Fran and Fred Freyer (pictured in 2008) were married for 67 years.Nicole Arasim

That’s what happened to my father, who devoted his last years to the increasingly arduous task of caring for our mom. In December 2019, we finally persuaded him to move both of them from their house into an assisted living facility. He settled into a first-floor apartment, while she went upstairs to the fifth-floor memory unit. It was the first time in 67 years they had slept apart, but the move proved to be a good thing: He got to be her husband again instead of her caretaker.

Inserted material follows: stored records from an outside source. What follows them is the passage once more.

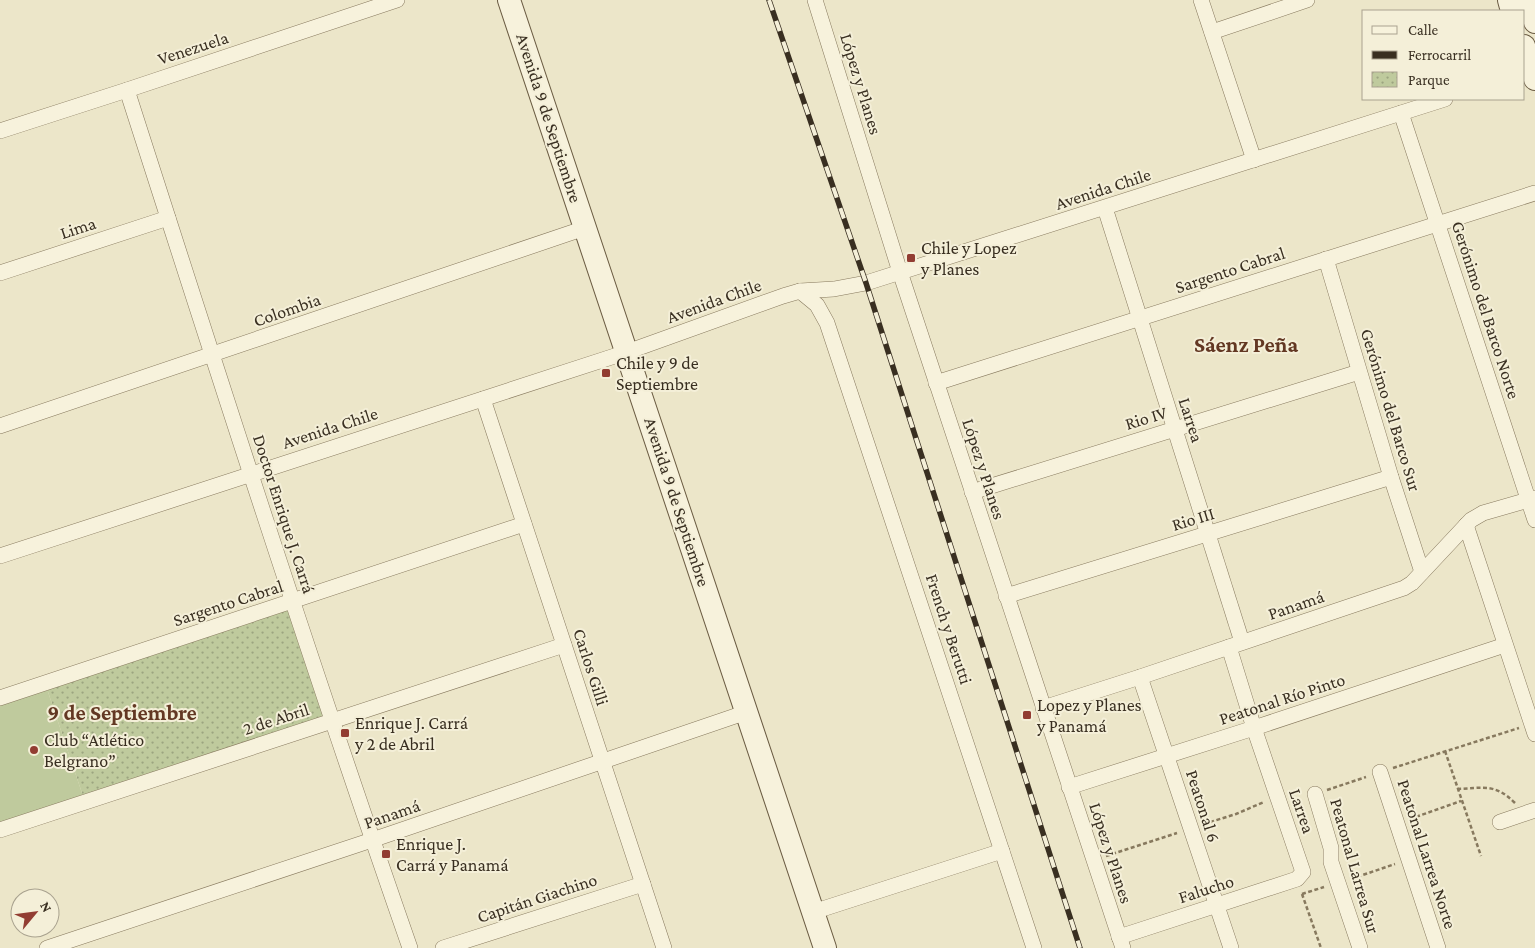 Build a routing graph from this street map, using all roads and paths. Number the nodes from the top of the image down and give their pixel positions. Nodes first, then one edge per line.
1 (397, 0) edge
2 (509, 0) edge
3 (815, 0) edge
4 (1201, 0) edge
5 (1307, 0) edge
6 (1528, 0) edge
7 (1535, 22) edge
8 (1212, 32) junction
9 (1525, 50) edge
10 (1532, 74) edge
11 (126, 90) junction
12 (1442, 100) edge
13 (1401, 113) junction
14 (0, 131) edge
15 (1254, 160) junction
16 (1535, 192) edge
17 (1105, 208) junction
18 (168, 218) junction
19 (1438, 224) junction
20 (585, 228) junction
21 (1326, 259) junction
22 (900, 272) junction
23 (0, 273) edge
24 (834, 289) junction
25 (800, 291) junction
26 (1140, 318) junction
27 (827, 322) junction
28 (626, 352) junction
29 (212, 355) junction
30 (1360, 372) junction
31 (936, 383) junction
32 (482, 398) junction
33 (0, 426) edge
34 (1175, 429) junction
35 (250, 474) junction
36 (1391, 477) junction
37 (972, 492) junction
38 (1532, 499) edge
39 (1535, 520) edge
40 (524, 524) junction
41 (1466, 525) junction
42 (1208, 534) junction
43 (0, 556) edge
44 (1422, 572) junction
45 (1006, 596) junction
46 (293, 601) junction
47 (564, 645) junction
48 (1236, 645) junction
49 (1505, 645) junction
50 (1140, 677) junction
51 (0, 698) edge
52 (1043, 708) junction
53 (747, 712) junction
54 (332, 720) junction
55 (1254, 728) junction
56 (1533, 729) edge
57 (1445, 751) junction
58 (1167, 756) junction
59 (603, 762) junction
60 (1380, 772) junction
61 (1069, 787) junction
62 (1457, 789) junction
63 (1315, 794) joint
64 (1461, 801) junction
65 (1530, 812) edge
66 (1500, 822) dead end
67 (1397, 824) junction
68 (0, 830) edge
69 (372, 840) junction
70 (1002, 851) junction
71 (1481, 856) dead end
72 (1409, 859) junction
73 (1300, 875) junction
74 (1338, 883) junction
75 (643, 884) junction
76 (1302, 894) junction
77 (1216, 905) junction
78 (813, 912) junction
79 (1121, 943) edge
80 (47, 948) edge
81 (410, 948) edge
82 (443, 948) edge
83 (664, 948) edge
84 (825, 948) edge
85 (1034, 948) edge
86 (1231, 948) edge
87 (1321, 948) edge
88 (1360, 948) edge
89 (1438, 948) edge

1 - 11 street, Venezuela
2 - 20 street, Avenida 9 de Septiembre
3 - 22 street, López y Planes
4 - 8 street
5 - 8 street
6 - 7 street
8 - 15 street
9 - 10 street
11 - 14 street, Venezuela
11 - 18 street, Doctor Enrique J. Carrá
12 - 13 street, Avenida Chile
13 - 15 street, Avenida Chile
13 - 19 street, Gerónimo del Barco Norte
15 - 17 street, Avenida Chile
16 - 19 street, Sargento Cabral
17 - 22 street, Avenida Chile
17 - 26 street, Larrea
18 - 23 street, Lima
18 - 29 street, Doctor Enrique J. Carrá
19 - 21 street, Sargento Cabral
19 - 38 street, Gerónimo del Barco Norte
20 - 28 street, Avenida 9 de Septiembre
20 - 29 street, Colombia
21 - 26 street, Sargento Cabral
21 - 30 street, Gerónimo del Barco Sur
22 - 24 street, Avenida Chile
22 - 31 street, López y Planes
24 - 25 street, Avenida Chile
24 - 27 street, French y Berutti
25 - 27 street, French y Berutti
25 - 28 street, Avenida Chile
26 - 31 street, Sargento Cabral
26 - 34 street, Larrea
27 - 70 street, French y Berutti
28 - 32 street, Avenida Chile
28 - 53 street, Avenida 9 de Septiembre
29 - 33 street, Colombia
29 - 35 street, Doctor Enrique J. Carrá
30 - 34 street, Rio IV
30 - 36 street, Gerónimo del Barco Sur
31 - 37 street, López y Planes
32 - 35 street, Avenida Chile
32 - 40 street, Carlos Gilli
34 - 37 street, Rio IV
34 - 42 street, Larrea
35 - 43 street, Avenida Chile
35 - 46 street, Doctor Enrique J. Carrá
36 - 42 street, Rio III
36 - 44 street, Gerónimo del Barco Sur
37 - 45 street, López y Planes
38 - 39 street, Gerónimo del Barco Norte
38 - 41 street, Panamá
40 - 46 street, Sargento Cabral
40 - 47 street, Carlos Gilli
41 - 44 street, Panamá
41 - 49 street
42 - 45 street, Rio III
42 - 48 street, Larrea
44 - 48 street, Panamá
45 - 52 street, López y Planes
46 - 51 street, Sargento Cabral
46 - 54 street, Doctor Enrique J. Carrá
47 - 54 street, 2 de Abril
47 - 59 street, Carlos Gilli
48 - 50 street, Panamá
48 - 55 street, Larrea
49 - 55 street, Peatonal Río Pinto
49 - 56 street
50 - 52 street, Panamá
50 - 58 street, Peatonal 6
52 - 61 street, López y Planes
53 - 59 street, Panamá
53 - 78 street, Avenida 9 de Septiembre
54 - 68 street, 2 de Abril
54 - 69 street, Doctor Enrique J. Carrá
55 - 58 street, Peatonal Río Pinto
55 - 73 street, Larrea
56 - 57 path
57 - 60 path
57 - 62 path
58 - 61 street, Peatonal Río Pinto
58 - 77 street, Peatonal 6
59 - 69 street, Panamá
59 - 75 street, Carlos Gilli
60 - 63 path
60 - 67 street, Peatonal Larrea Norte
61 - 79 street, López y Planes
62 - 64 path
62 - 65 path
63 - 74 street, Peatonal Larrea Sur
64 - 67 path
64 - 71 path
65 - 66 street
67 - 72 street, Peatonal Larrea Norte
69 - 80 street, Panamá
69 - 81 street, Doctor Enrique J. Carrá
70 - 78 street
70 - 85 street, French y Berutti
72 - 74 path
72 - 89 street, Peatonal Larrea Norte
73 - 76 path
73 - 77 street, Falucho
74 - 76 path
74 - 88 street, Peatonal Larrea Sur
75 - 82 street, Capitán Giachino
75 - 83 street, Carlos Gilli
76 - 87 path
77 - 79 street, Falucho
77 - 86 street, Peatonal 6
78 - 84 street, Avenida 9 de Septiembre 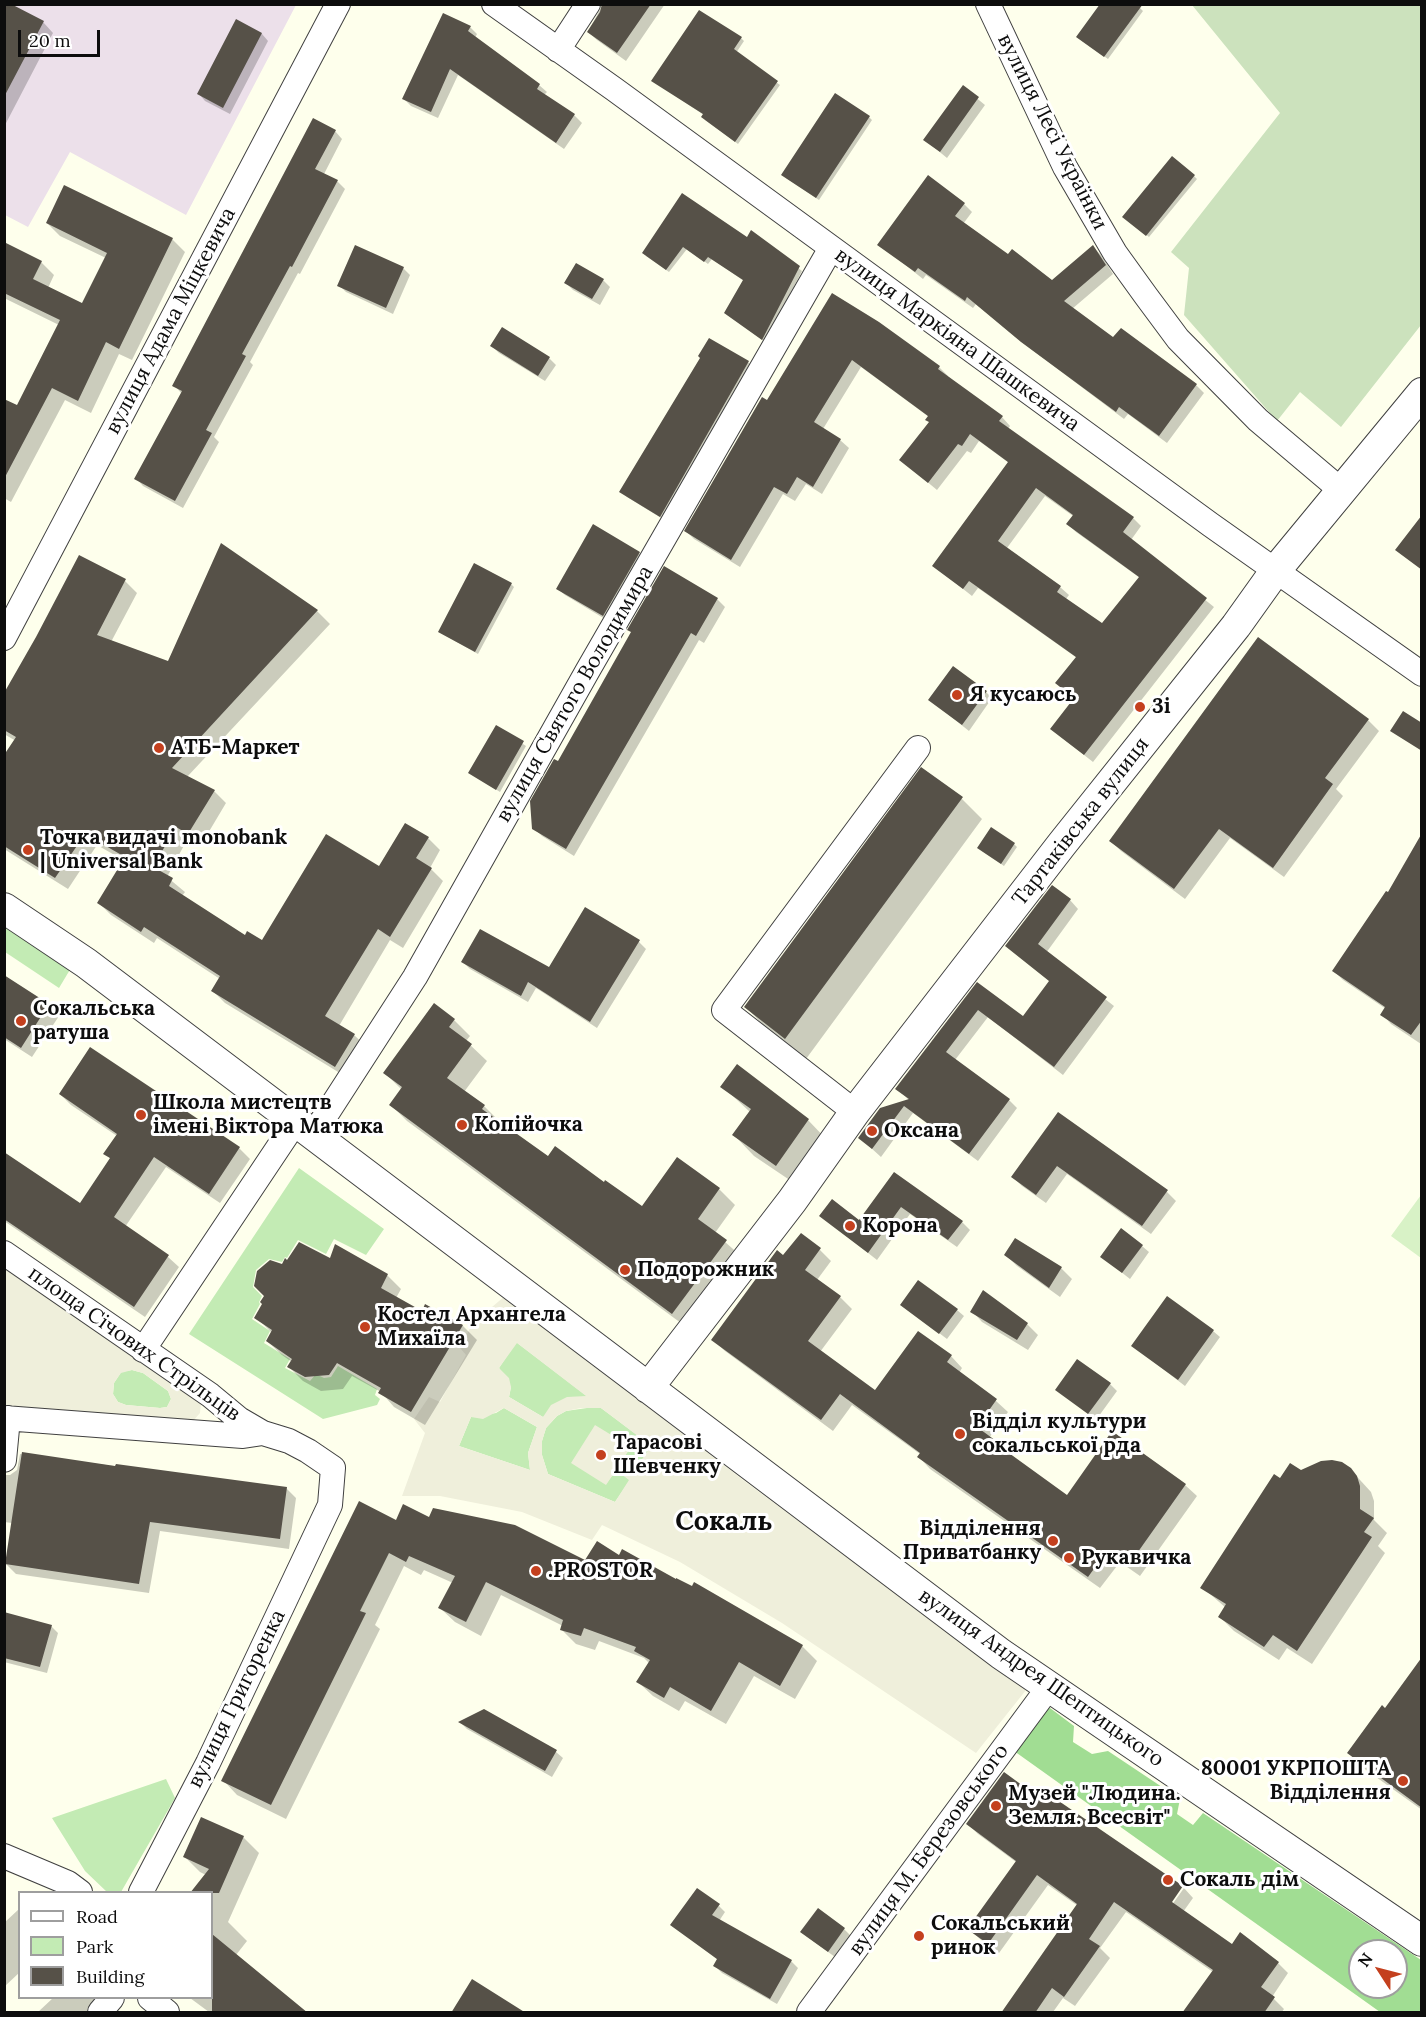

Every evening after dinner he went up to the fifth floor, met her in a lounge, and instructed the Echo to play the Frank Sinatra songs they used to listen to in the car. He held her hand as they sang. Yes, she could still sing some of the lyrics — music has a way of ferrying words into even a stricken mind.

Three months later, the pandemic came, and everyone had to stay in their rooms. My father could not visit his wife. Evening after evening, she waited, unable to know what had become of him.


These wrenching memories will never leave us.

Even as they shadow me, I hang onto hope that something — my jogging and veggie-munching perhaps, or a lucky roll of the genetic dice, or maybe even advances in medical care — will allow my final years to include the clarity and serenity my mother was denied.

I’m lucky that, unlike my siblings, I got to talk with Dan Press, the Beth Israel Deaconess neurologist, who offers up a note of optimism that makes my hopes seem less foolish. Dementia, he tells me, is more common these days because more people are living into their 70s, 80s, and 90s. “But the risk for having Alzheimer’s when you turn 70 or 80 is actually lower than it used to be 30 or 40 years ago,” he says. “We have started to bend the curve in terms of getting Alzheimer’s disease.”

That’s apparently because people are controlling their blood pressure and cholesterol and possibly getting more exercise. Educational levels are also increasing, he says. Alzheimer’s, it seems, can yield to individual and societal effort, even in the absence of a cure.

I learned another surprise while reporting this story: One of my siblings has taken the genetic test.

Rick sent his saliva to 23andMe a couple of years ago, mostly for ancestry research. When he got the results, he studied his ethnographic origins, but skipped over the medical section. The unread part probably reveals, among other things, whether he carries an APOE-e4 gene.

Rick has never looked at it. He says he doubts the trustworthiness of such results. But mostly he just never got around to it.

Perhaps he also senses that some kinds of knowledge are merely another way of not knowing.